Il faut entendre l’injonction des déesses à plusieurs niveaux. Primo, les déesses s’adressent à Dante, au Dante narrateur, dont le regard par excès de fascination manque une grande partie de la procession. Mais l’injonction doit aussi se lire comme une injonction poétique au lecteur dont le regard doit être mobile.

La mobilité doit être entendue d’un point de vue matériel et concret. Il s’agit de repérer au-delà de la représentation le jeu de rimes qui donne au poème sa texture. Je reproduis la version originale pour en prendre la bonne mesure :

Tant’eran li occhi miei fissi e attenti
A disbramarsi la decenne sete,
Che li altri sensi m’eran tutti spenti.
Ed essi quinci e quindi avien parete
Di non caler — cosi lo santo riso
A sé traéli con l’antica rete ! — ;
Quando per forza mi fu volto il viso
Ver’ la sinistra mia da quelle dee,
Perch’io udi’ da loro un « Troppo fiso ! » ;


Si l’on se laisse aller au premier degré de perception du texte, si l’on est fasciné, hypnotisé par le jeu représentatif, la fixité d’un tel regard empêche de percevoir les autres dimensions du poème que l’œil plus mobile pourrait repérer. Par exemple, le jeu de rimes internes qui donne au vers sa teneur visuelle : le son « ra » et son contraire le son « ar » ou le son « is » et le son « si » ou le jeu des répétitions sonores « quinci e quindi », les tirets deviennent comme l’expression graphique de l’endormissement des sens (la position horizontale du dormeur), signalent en tous les cas un temps d'arrêt, etc.

Ce regard « ver’ la sinistra » qui inscite à regarder vraiment ce qui se passe, à prendre la mesure du spectacle poétique dans toute sa mesure et démesure, pourrait être rapproché de ce regard oblique qui dans la Recherche invite à regarder autrement ce qu’on lit et à découvrir de nouveaux rapports, de nouvelles liaisons entre les mots (cf. par exemple la circulation de la syllabe « er » dans l’œuvre de Proust).

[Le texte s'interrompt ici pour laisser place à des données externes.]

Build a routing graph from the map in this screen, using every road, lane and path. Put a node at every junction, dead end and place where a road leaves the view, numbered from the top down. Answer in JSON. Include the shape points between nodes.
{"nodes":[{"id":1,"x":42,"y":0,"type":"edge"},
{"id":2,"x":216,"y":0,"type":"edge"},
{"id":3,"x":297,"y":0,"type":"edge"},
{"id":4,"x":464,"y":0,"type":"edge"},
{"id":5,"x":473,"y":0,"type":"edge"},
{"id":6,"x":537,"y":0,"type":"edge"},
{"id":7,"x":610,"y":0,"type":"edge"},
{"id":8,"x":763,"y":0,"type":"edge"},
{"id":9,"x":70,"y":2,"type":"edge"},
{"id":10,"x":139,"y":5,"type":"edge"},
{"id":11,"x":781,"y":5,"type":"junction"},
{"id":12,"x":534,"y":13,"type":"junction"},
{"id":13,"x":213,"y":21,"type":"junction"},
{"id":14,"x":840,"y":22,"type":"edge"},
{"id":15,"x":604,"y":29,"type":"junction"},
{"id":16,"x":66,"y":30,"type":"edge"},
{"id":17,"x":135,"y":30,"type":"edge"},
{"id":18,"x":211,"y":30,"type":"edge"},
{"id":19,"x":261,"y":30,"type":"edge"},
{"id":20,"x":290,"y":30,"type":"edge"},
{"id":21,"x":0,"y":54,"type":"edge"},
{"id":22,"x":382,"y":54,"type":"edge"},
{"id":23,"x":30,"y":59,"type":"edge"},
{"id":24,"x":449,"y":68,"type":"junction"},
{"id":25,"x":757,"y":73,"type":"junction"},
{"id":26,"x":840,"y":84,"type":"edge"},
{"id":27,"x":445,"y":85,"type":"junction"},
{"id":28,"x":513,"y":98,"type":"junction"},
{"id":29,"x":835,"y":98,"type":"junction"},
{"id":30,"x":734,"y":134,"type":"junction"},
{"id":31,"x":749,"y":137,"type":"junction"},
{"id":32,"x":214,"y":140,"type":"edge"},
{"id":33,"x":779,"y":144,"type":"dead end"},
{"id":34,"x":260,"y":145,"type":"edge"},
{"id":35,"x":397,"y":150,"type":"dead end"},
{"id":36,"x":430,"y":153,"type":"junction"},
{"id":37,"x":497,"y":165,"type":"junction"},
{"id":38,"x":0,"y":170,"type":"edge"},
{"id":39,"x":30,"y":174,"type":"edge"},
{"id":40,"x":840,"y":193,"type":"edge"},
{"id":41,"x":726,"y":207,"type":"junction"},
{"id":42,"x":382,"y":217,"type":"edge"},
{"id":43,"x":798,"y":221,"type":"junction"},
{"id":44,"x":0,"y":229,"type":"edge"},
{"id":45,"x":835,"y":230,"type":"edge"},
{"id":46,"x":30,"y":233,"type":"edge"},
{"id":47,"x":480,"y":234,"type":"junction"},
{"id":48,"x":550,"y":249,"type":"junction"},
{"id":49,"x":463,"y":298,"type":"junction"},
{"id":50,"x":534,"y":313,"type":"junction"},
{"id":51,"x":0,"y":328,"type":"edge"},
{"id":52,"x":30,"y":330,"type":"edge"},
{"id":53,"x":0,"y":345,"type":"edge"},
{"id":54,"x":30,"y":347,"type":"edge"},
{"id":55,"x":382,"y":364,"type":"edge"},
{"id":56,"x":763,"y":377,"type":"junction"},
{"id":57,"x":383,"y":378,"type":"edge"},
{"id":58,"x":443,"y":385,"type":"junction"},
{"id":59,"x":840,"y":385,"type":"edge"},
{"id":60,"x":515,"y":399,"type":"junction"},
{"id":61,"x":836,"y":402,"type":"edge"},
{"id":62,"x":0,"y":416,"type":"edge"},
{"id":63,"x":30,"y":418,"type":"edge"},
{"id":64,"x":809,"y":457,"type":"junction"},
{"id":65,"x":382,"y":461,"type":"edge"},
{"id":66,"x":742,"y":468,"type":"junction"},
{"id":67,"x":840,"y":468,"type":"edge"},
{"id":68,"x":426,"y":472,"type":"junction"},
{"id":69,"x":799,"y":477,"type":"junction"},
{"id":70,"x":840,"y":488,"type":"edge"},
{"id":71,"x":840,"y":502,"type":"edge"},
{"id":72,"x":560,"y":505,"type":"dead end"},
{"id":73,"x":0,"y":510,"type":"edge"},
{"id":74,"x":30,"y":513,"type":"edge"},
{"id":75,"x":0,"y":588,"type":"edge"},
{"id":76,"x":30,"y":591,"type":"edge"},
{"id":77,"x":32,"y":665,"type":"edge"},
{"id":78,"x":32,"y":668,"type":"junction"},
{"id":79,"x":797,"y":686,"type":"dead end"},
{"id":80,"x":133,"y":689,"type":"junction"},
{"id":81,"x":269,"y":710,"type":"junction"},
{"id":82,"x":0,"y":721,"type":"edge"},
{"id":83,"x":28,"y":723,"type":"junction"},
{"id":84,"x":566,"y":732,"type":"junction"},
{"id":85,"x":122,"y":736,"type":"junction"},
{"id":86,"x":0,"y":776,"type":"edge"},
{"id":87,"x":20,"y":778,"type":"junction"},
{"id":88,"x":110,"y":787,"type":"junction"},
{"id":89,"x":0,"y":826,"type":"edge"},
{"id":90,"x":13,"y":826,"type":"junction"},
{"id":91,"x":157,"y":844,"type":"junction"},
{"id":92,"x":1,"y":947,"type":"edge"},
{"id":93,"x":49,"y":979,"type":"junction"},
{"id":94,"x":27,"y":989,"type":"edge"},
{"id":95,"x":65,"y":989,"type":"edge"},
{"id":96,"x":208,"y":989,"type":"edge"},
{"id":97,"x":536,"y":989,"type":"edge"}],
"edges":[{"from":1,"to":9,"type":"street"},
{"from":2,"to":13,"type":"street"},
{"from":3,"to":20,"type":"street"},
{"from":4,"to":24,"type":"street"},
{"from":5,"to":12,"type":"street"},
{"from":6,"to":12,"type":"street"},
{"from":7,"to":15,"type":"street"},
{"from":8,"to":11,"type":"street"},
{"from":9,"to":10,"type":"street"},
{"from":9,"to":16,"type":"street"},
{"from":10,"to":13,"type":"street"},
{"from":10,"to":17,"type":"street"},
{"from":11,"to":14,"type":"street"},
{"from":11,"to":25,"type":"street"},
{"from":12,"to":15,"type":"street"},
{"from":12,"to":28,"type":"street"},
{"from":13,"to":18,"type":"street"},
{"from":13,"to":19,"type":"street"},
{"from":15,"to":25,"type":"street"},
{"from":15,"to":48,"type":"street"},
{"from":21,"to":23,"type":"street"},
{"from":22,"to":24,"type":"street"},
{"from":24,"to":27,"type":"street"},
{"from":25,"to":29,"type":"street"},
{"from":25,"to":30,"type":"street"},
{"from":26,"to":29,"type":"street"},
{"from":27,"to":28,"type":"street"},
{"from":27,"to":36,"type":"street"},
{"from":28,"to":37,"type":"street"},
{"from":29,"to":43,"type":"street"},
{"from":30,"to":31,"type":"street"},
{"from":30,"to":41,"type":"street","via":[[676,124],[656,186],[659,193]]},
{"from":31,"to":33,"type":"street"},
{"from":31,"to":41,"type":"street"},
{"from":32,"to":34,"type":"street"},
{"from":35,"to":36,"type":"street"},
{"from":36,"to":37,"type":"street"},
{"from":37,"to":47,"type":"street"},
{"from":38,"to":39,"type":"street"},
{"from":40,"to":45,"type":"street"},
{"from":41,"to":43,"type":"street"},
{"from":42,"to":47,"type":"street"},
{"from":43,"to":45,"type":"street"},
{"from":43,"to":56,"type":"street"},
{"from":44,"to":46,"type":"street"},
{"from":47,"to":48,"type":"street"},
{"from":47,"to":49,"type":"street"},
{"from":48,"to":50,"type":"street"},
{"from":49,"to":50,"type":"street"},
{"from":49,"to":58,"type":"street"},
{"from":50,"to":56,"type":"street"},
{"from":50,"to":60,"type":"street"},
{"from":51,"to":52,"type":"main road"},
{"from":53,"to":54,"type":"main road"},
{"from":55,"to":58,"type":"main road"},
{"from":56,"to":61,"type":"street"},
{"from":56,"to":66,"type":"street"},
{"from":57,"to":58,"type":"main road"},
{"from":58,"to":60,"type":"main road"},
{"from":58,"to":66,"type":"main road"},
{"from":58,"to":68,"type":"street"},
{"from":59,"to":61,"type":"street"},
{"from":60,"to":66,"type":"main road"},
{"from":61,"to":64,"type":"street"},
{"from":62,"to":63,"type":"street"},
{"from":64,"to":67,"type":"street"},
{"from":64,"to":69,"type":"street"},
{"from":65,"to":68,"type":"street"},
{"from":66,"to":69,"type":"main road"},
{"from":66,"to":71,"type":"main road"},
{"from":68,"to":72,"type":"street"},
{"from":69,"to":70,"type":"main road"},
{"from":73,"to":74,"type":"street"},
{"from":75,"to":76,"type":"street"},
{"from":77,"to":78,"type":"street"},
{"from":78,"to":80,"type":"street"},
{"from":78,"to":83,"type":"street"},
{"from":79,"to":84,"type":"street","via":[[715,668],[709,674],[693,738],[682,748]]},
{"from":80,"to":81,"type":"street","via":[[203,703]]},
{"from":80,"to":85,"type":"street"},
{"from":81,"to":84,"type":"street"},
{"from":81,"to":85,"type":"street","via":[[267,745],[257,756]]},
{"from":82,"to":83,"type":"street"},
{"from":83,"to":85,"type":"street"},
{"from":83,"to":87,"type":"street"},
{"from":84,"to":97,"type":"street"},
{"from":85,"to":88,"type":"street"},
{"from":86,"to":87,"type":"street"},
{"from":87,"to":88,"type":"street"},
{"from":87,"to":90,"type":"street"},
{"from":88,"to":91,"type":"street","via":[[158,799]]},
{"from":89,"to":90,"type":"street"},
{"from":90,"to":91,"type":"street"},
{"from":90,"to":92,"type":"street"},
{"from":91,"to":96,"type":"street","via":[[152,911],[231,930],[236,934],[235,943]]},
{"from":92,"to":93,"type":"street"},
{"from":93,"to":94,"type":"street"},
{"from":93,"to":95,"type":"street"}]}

La mobilité du regard dans le projet de Dante est central, la Comédie est une expérience totale du regard. Totale en ce sens que le poète fait parcourir un arc de cercle au regard qui part du noir le plus intense pour aller vers le blanc le plus lumineux (et aveuglant). Ce trajet est une longue réflexion poétique sur ce que c’est que voir avec des mots. C’est aussi une interrogation concrète sur ce qui n’est pas dicible par excès d’opacité aussi bien que par excès de clarté. La noirceur infernale a la même conséquence que la clarté divine, elle pose une limite au langage poétique. En termes de contrainte, on conçoit bien le gain poétique d’une telle limite.

Il faut le dire et le répéter, la Comédie n’est pas seulement une belle et fascinante description de l’ordre théologique et philosophique d’une époque révolue, c’est aussi une expérience poétique audacieuse et ambitieuse. Expérience qui, pour peu qu’on accepte d’écouter la voix des trois déesses, nous introduit dans un espace qui prépare et annonce les recherches de la poésie moderne d’une part et qui surtout constitue un espace visuel et sonore d’une complexité riche et féconde. De même que le narrateur Dante regarde vers la gauche et découvre ce faisant des choses nouvelles, le lecteur est invité, lui aussi à tourner la tête vers la gauche. Tourner la tête vers la gauche dans un texte, c’est forcément relire ce qui vient d’être lu ou bien c’est prendre conscience du blanc qui entoure le texte. Relire, c’est mieux voir et c’est donc mieux percevoir et sentir ce qui se joue dans le poème. C’est voir et entendre ce jeu visuel et sonore singulier, réglé, extrêmement mobile, sans lequel un poème n’est qu’un mauvais poème.